The other stranger approached him more nearly, stooped for a moment, and felt his pulse.
“How long have you been in this country?” he inquired.
“Nearly three years.”
“You have been ill of the fever which is so prevalent; how did you come to be left to the chance of perishing upon the highway?”
“Why, sir, the people were afeard to let me into their houses in consequence of the faver. I got ill in school, sir, but no boy would venture to bring me home, an’ the master turned me out, to die, I believe. May God forgive him!”
“Who was your master, my child?”
“The great’ Mr.------, sir. If Mr. O’Brien, the curate of the parish, hadn’t been ill himself at the same time, or if Mr.
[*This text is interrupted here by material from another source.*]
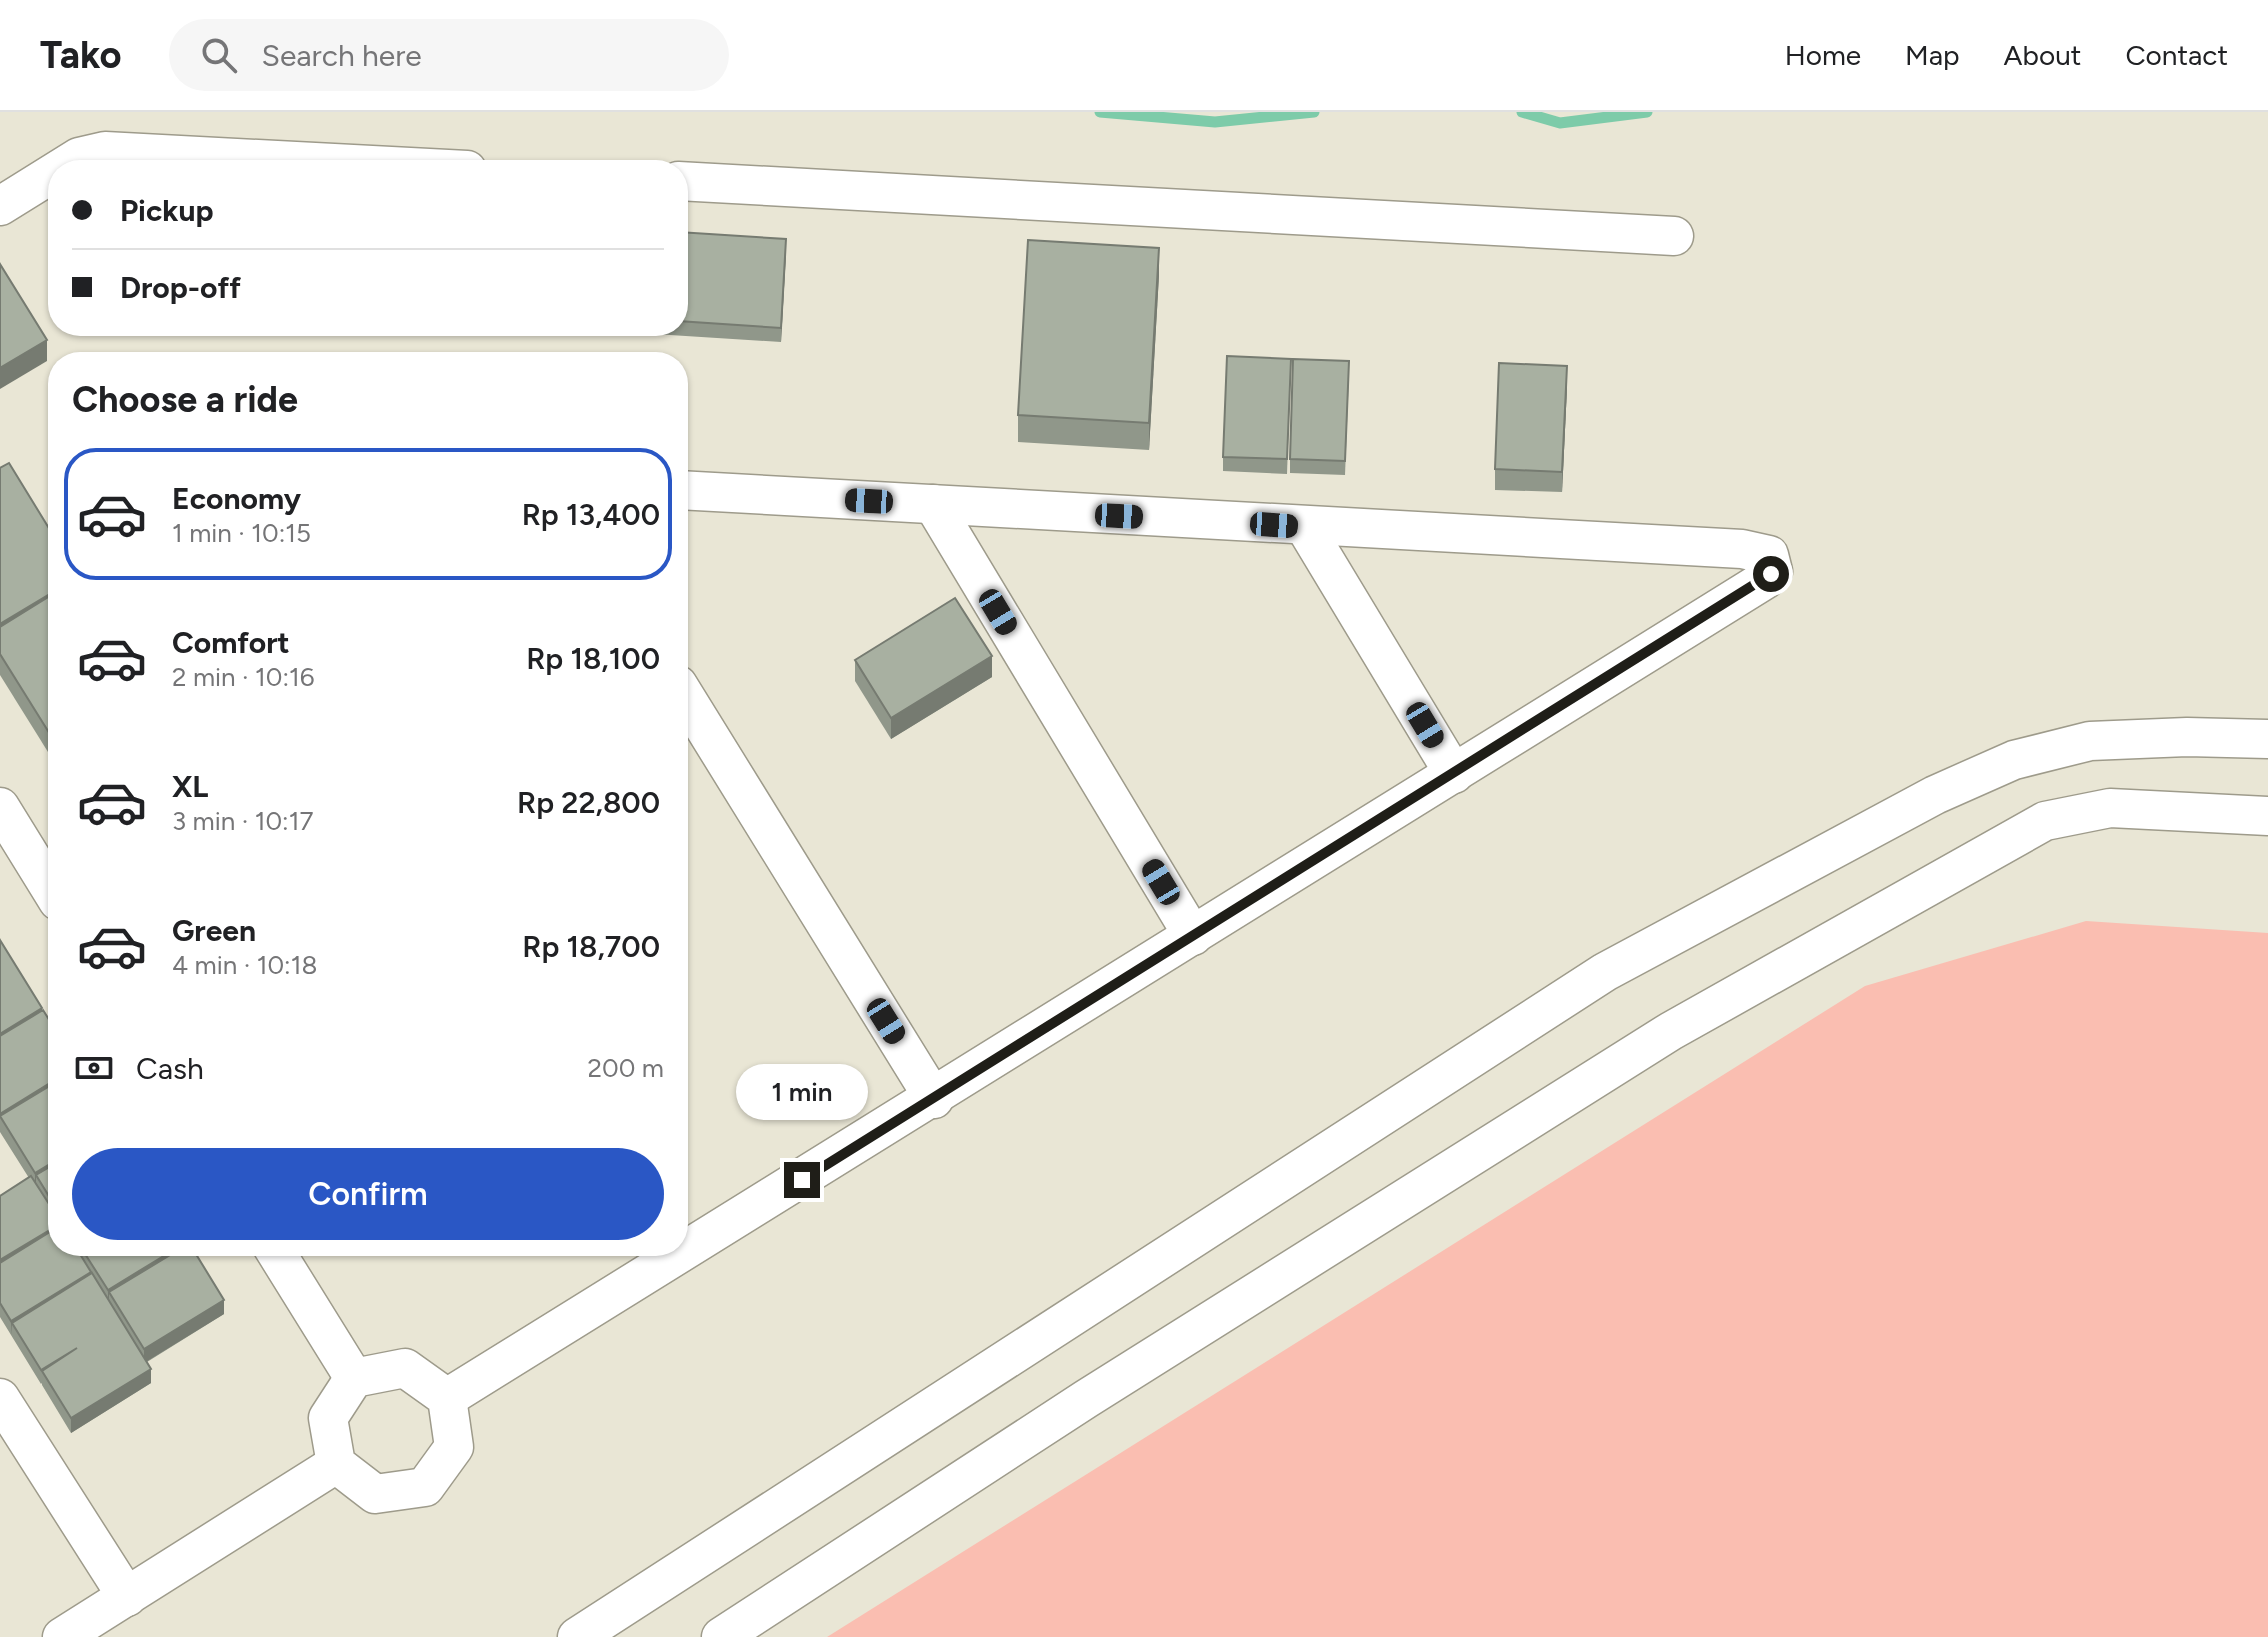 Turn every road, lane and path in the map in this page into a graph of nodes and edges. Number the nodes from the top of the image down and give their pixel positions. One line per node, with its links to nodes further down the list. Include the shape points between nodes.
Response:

O’Rorke’s son, Thady, hadn’t been laid on his back, too, sir, I wouldn’t suffer what I did.”
“Has the curate been kind to you?”
“Sir, only for him and the big boys I couldn’t stay in the school, on account of the master’s cruelty, particularly since my money was out.”
“You are better now—are you not?” said the other gentleman.
“Thank God, sir!—oh, thanks be to the Almighty, I am! I expect to be able to lave this place to-day or to-morrow.”
“And where do you intend to go when you recover?”
The boy himself had not thought of this, and the question came on him so unexpectedly, that he could only reply—
“Indeed, sir, I don’t know.”
“Had you,” inquired the second stranger, “testimonials from your parish priest?”
“I had, sir: they are in the hands of Mr. O’Brien. I also had a character from my father’s landlord.”
“But how,” asked the other, “have you existed here during your illness? Have you been long sick?”
“Indeed I can’t tell you, sir, for I don’t know how the time passed at all; but I know, sir, that there were always two or three people attendin’ me. They sent me whatever they thought I wanted, upon a shovel or a pitchfork, across the ditch, because they were afraid to come near me.”
During the early part of the dialogue, two or three old hats, or caubeens, might have been seen moving steadily over from the wigwam to the ditch which ran beside the shed occupied by M’Evoy. Here they remained stationary, for those who wore them were now within hearing of the conversation, and ready to give their convalescent patient a good word, should it be necessary.
“How were you supplied with drink and medicine?” asked the younger stranger.
“As I’ve just told you, sir,” replied Jemmy; “the neighbors here let me want for nothing that they had. They kept me in more whey than I could use; and they got me medicine, too, some way or other. But indeed, sir, during a great part of the time I was ill, I can’t say how they attended me: I wasn’t insinsible, sir, of what was goin’ on about me.”